* _DATASET RECORDS_:
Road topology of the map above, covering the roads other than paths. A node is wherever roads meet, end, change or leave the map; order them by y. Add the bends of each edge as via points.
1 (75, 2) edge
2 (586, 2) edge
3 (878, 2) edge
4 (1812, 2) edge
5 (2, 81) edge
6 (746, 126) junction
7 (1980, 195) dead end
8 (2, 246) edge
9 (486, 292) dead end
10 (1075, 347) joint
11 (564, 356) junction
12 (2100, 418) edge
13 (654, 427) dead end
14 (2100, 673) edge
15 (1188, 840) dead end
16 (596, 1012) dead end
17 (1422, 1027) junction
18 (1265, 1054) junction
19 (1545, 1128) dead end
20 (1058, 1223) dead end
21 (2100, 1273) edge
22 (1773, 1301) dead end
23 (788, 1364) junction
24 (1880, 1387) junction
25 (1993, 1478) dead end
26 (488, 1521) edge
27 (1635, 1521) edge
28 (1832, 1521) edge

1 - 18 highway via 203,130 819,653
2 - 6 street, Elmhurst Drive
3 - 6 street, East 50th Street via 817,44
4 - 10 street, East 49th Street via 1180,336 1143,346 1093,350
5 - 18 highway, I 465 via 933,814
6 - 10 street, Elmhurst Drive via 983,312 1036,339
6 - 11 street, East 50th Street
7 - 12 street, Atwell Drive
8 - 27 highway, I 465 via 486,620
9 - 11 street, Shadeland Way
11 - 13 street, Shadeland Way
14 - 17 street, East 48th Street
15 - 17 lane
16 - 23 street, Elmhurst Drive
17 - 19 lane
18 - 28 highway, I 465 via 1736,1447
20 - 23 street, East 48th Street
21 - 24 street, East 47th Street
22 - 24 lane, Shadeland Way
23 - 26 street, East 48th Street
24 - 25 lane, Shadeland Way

* _EXERCISE OBJECTIVE_: Only lines that contain the string "Elmhurst" count; pick each one out of the records and copy it.

* _SOLUTION TO THE EXERCISE_:
2 - 6 street, Elmhurst Drive
6 - 10 street, Elmhurst Drive via 983,312 1036,339
16 - 23 street, Elmhurst Drive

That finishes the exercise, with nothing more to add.